Assignment: Review the material and extract every line in which the word "Нуржанова" occurs.

Given entries:
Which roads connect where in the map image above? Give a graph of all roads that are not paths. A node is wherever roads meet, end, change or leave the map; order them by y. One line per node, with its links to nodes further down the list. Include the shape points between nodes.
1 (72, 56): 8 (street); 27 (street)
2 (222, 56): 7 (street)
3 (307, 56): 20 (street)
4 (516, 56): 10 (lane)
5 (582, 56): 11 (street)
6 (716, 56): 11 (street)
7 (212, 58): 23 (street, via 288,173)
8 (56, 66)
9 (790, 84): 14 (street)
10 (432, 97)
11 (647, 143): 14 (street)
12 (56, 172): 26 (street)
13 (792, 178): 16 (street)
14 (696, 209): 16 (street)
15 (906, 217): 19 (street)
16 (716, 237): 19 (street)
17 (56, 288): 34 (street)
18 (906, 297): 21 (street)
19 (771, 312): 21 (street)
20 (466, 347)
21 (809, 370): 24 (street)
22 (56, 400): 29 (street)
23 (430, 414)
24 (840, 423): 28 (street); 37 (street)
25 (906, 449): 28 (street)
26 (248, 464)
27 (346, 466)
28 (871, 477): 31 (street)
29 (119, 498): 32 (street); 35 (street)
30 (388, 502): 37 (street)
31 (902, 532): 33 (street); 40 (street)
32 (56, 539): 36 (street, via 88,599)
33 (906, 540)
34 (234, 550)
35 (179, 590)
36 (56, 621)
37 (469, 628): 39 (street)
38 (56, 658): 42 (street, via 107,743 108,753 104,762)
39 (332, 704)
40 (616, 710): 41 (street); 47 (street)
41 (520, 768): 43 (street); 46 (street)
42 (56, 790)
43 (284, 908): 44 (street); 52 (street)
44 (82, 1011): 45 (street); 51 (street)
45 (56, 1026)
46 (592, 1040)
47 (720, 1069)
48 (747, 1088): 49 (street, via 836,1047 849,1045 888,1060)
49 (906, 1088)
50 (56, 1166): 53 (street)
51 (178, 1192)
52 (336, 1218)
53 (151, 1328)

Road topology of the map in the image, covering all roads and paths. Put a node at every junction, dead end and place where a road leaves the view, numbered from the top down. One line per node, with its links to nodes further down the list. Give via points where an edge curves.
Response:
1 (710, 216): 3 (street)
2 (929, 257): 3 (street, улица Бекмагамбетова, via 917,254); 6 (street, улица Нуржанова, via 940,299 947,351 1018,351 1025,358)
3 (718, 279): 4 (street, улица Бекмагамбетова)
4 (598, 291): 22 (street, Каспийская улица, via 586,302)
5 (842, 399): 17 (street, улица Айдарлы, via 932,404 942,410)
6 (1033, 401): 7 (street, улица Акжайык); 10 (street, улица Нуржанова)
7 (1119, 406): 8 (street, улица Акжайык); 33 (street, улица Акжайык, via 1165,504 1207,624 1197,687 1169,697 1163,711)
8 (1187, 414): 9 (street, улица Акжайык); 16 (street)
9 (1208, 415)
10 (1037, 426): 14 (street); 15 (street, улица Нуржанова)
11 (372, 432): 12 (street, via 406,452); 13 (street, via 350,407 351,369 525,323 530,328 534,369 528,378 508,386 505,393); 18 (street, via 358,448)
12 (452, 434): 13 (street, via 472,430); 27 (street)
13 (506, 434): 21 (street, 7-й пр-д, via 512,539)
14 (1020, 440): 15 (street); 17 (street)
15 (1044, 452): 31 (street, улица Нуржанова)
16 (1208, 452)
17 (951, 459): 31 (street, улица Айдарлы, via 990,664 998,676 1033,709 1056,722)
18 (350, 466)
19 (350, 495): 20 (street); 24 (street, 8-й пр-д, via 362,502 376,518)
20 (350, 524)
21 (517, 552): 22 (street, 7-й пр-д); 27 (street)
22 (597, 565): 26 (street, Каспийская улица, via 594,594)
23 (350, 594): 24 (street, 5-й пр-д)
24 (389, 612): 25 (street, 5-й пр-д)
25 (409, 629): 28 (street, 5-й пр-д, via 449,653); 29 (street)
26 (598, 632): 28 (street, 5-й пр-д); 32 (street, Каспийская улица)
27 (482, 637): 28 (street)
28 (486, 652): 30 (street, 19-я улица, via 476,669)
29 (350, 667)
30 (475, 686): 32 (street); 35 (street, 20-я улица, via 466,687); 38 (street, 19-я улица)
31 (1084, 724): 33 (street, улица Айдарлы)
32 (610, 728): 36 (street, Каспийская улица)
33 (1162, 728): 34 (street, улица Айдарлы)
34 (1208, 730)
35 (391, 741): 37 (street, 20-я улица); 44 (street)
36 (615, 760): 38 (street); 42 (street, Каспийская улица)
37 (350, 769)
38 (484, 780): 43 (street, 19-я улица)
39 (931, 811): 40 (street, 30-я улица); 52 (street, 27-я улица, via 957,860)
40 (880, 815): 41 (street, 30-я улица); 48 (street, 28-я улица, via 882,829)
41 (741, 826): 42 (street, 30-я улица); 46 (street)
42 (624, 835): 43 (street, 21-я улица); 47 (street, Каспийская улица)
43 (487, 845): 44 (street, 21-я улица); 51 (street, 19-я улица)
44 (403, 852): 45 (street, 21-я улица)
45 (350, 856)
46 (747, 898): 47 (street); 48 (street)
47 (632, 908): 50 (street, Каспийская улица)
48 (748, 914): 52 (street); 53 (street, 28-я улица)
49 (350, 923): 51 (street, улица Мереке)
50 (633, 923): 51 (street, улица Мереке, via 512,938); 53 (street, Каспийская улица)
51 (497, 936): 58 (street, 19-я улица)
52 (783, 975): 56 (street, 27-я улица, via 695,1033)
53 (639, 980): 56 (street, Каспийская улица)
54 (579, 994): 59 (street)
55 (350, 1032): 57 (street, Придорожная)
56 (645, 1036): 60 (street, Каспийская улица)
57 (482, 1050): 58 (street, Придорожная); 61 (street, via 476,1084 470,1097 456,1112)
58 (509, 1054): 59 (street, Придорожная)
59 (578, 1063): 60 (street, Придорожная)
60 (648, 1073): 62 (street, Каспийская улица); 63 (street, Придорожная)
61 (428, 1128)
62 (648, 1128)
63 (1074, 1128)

Completed task:
2 (929, 257): 3 (street, улица Бекмагамбетова, via 917,254); 6 (street, улица Нуржанова, via 940,299 947,351 1018,351 1025,358)
6 (1033, 401): 7 (street, улица Акжайык); 10 (street, улица Нуржанова)
10 (1037, 426): 14 (street); 15 (street, улица Нуржанова)
15 (1044, 452): 31 (street, улица Нуржанова)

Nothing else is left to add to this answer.